Mila Banks may be small in stature, but her influence as an educator and revered community stalwart over the decades is large and far-ranging.
On Sunday, civic leaders, local clergy and other accomplished professionals told Banks how she had touched their lives at a party at the Marriott Country Club Plaza one day before her 100th birthday.
“We are here to give honor to whom honor is deserved,” said the Rev. Charles Briscoe, a former student and pastor emeritus at Paseo Baptist Church. “We are here to give praise to whom praise is deserved.”
Banks taught in Kansas City public schools from 1944 to 1978. Many of those who populated her classrooms are now a who’s who of prominent African-Americans and other minorities.
“Most of us here were touched in some way by Mrs. Banks or taught by Mrs. Banks, and I was both,” longtime community activist Alvin Brooks said. “She may be the last of her crop of teachers who taught for the purposes of teaching and not for salary. It is a great showing out of love and respect for what she did for us.”
Banks and her husband, Isaiah, moved to Kansas City in 1941. The couple had met years earlier while attending Lincoln University in Jefferson City, where Banks was named Miss Lincoln and joined the Delta Sigma Theta sorority. She earned degrees in English and secondary education.
Once she arrived in Kansas City, Banks worked as the business secretary for the Paseo branch of the YWCA while her husband worked nearby at the YMCA. She became a teacher when the Kansas City school district relaxed its policy barring married women from working in classrooms.
“I told them I wanted to teach the students who were a little older,” Banks said, so she could influence their lives beyond basic academics. “I often used to say, I think they can read, write and spell and mind, and basically that was true.”
Brooks said Banks’ passion for teaching went far beyond the classroom, and students respected her.
“We came through during a time when a teacher like Mrs. Banks could correct you in such a way that you didn’t go home and tell anybody what you said or what they did to you,” he said.
During her summer breaks, Banks and her husband took graduate classes at the University of Iowa. She earned master’s degrees in English and education.
Banks retired from teaching in 1978 but has remained active in civic organizations. Since 1941, she has been a member of Paseo Baptist Church, where she was church clerk and sang in the cathedral choir. Banks was treated for breast cancer in 1984, the same year her husband died.
Banks is happy to have seen an African-American president and other progress, but she said there is still work to do.
“When I see students on the streets and I hear some people say they’re dumb,” Banks said, “I always remark, ‘They’re not dumb. They just haven’t been controlled, and they are just running the streets. But don’t say that they are dumb because they are on the streets.’”
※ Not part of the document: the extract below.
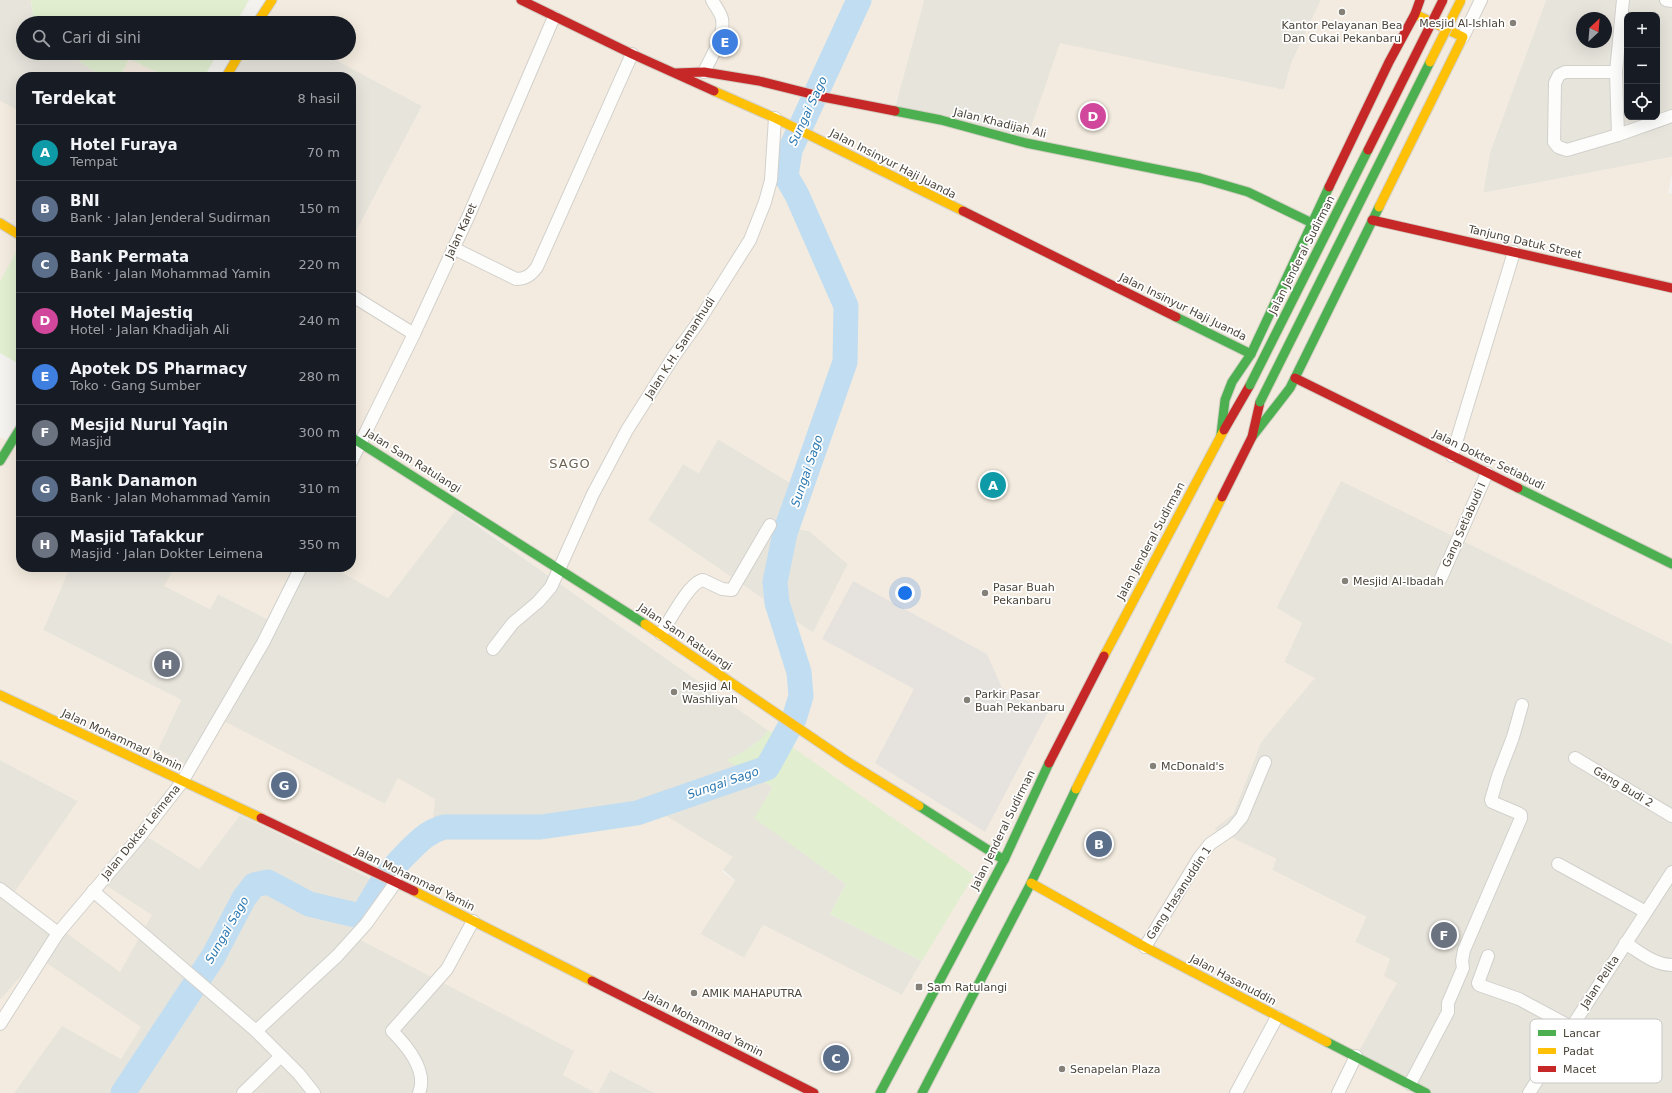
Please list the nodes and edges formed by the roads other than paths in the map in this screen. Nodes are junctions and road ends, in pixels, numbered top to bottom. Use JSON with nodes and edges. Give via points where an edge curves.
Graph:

Banks attributed her longevity to avoiding stressful situations and “not letting anything upset me too much.”
“In other words,” she said, “roll with the punches. There is an old saying: This too shall pass.”
During the dinner and program Sunday, many former students, fellow club members and sorority sisters in the crowd of about 350 people paid tribute to Banks. Congratulatory letters from Missouri Gov. Jay Nixon, U.S. Sen. Claire McCaskill, U.S. Rep. Emanuel Cleaver, President Barack Obama and others lined a display table.
“She is truly a dear friend and such a wonderful person,” Missouri Court of Appeals Judge Thomas H. Newton said. “She has educated so many people, and so many of us have benefited from her knowledge and experience.”
Banks said she was grateful and humbled by the recognition.
“I have never aspired for anything like this, but God has been good to me,” she said with a smile.